[Data excerpts]
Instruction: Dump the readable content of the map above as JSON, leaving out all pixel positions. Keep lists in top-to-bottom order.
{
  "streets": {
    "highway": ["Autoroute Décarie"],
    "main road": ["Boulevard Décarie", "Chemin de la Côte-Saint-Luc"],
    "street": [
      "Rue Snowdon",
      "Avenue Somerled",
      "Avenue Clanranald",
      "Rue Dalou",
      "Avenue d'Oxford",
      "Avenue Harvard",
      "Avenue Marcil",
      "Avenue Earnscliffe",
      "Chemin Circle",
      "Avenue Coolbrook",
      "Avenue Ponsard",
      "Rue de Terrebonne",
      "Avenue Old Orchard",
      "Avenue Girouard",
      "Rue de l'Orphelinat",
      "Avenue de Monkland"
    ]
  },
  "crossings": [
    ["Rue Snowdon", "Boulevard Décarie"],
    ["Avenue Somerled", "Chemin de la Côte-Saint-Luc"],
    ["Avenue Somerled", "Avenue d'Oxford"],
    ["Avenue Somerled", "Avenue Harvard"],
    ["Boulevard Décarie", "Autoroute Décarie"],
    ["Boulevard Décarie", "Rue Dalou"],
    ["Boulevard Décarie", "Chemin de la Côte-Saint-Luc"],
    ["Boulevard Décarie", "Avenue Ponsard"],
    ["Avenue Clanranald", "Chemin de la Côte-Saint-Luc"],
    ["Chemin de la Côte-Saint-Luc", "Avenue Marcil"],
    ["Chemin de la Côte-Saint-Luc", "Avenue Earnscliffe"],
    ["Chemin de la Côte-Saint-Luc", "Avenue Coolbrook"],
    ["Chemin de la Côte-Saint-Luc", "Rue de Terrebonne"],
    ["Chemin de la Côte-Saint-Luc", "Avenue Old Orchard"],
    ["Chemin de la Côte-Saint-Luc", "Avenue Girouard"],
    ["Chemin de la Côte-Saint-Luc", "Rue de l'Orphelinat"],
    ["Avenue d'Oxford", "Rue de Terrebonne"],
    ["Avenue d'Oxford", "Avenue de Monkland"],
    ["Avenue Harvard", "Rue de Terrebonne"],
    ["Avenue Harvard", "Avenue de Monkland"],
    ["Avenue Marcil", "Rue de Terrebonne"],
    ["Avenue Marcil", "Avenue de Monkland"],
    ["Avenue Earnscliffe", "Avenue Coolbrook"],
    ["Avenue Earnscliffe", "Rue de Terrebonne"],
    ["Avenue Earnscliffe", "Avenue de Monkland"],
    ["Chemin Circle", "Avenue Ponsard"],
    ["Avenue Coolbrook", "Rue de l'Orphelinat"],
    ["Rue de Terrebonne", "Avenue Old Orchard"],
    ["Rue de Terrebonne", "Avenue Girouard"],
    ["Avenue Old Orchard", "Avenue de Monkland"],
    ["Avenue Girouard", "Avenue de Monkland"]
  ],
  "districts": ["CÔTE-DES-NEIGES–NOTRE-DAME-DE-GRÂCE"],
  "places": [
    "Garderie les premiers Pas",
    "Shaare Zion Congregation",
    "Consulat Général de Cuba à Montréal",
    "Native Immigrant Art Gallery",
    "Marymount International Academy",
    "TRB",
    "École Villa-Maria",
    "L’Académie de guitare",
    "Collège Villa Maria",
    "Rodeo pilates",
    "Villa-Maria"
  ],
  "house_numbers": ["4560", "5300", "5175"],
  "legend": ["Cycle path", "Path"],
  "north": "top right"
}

**Directions for this task**
Transcribe the entries above exactly.

**Completed task**
Instruction: Dump the readable content of the map above as JSON, leaving out all pixel positions. Keep lists in top-to-bottom order.
{
  "streets": {
    "highway": ["Autoroute Décarie"],
    "main road": ["Boulevard Décarie", "Chemin de la Côte-Saint-Luc"],
    "street": [
      "Rue Snowdon",
      "Avenue Somerled",
      "Avenue Clanranald",
      "Rue Dalou",
      "Avenue d'Oxford",
      "Avenue Harvard",
      "Avenue Marcil",
      "Avenue Earnscliffe",
      "Chemin Circle",
      "Avenue Coolbrook",
      "Avenue Ponsard",
      "Rue de Terrebonne",
      "Avenue Old Orchard",
      "Avenue Girouard",
      "Rue de l'Orphelinat",
      "Avenue de Monkland"
    ]
  },
  "crossings": [
    ["Rue Snowdon", "Boulevard Décarie"],
    ["Avenue Somerled", "Chemin de la Côte-Saint-Luc"],
    ["Avenue Somerled", "Avenue d'Oxford"],
    ["Avenue Somerled", "Avenue Harvard"],
    ["Boulevard Décarie", "Autoroute Décarie"],
    ["Boulevard Décarie", "Rue Dalou"],
    ["Boulevard Décarie", "Chemin de la Côte-Saint-Luc"],
    ["Boulevard Décarie", "Avenue Ponsard"],
    ["Avenue Clanranald", "Chemin de la Côte-Saint-Luc"],
    ["Chemin de la Côte-Saint-Luc", "Avenue Marcil"],
    ["Chemin de la Côte-Saint-Luc", "Avenue Earnscliffe"],
    ["Chemin de la Côte-Saint-Luc", "Avenue Coolbrook"],
    ["Chemin de la Côte-Saint-Luc", "Rue de Terrebonne"],
    ["Chemin de la Côte-Saint-Luc", "Avenue Old Orchard"],
    ["Chemin de la Côte-Saint-Luc", "Avenue Girouard"],
    ["Chemin de la Côte-Saint-Luc", "Rue de l'Orphelinat"],
    ["Avenue d'Oxford", "Rue de Terrebonne"],
    ["Avenue d'Oxford", "Avenue de Monkland"],
    ["Avenue Harvard", "Rue de Terrebonne"],
    ["Avenue Harvard", "Avenue de Monkland"],
    ["Avenue Marcil", "Rue de Terrebonne"],
    ["Avenue Marcil", "Avenue de Monkland"],
    ["Avenue Earnscliffe", "Avenue Coolbrook"],
    ["Avenue Earnscliffe", "Rue de Terrebonne"],
    ["Avenue Earnscliffe", "Avenue de Monkland"],
    ["Chemin Circle", "Avenue Ponsard"],
    ["Avenue Coolbrook", "Rue de l'Orphelinat"],
    ["Rue de Terrebonne", "Avenue Old Orchard"],
    ["Rue de Terrebonne", "Avenue Girouard"],
    ["Avenue Old Orchard", "Avenue de Monkland"],
    ["Avenue Girouard", "Avenue de Monkland"]
  ],
  "districts": ["CÔTE-DES-NEIGES–NOTRE-DAME-DE-GRÂCE"],
  "places": [
    "Garderie les premiers Pas",
    "Shaare Zion Congregation",
    "Consulat Général de Cuba à Montréal",
    "Native Immigrant Art Gallery",
    "Marymount International Academy",
    "TRB",
    "École Villa-Maria",
    "L’Académie de guitare",
    "Collège Villa Maria",
    "Rodeo pilates",
    "Villa-Maria"
  ],
  "house_numbers": ["4560", "5300", "5175"],
  "legend": ["Cycle path", "Path"],
  "north": "top right"
}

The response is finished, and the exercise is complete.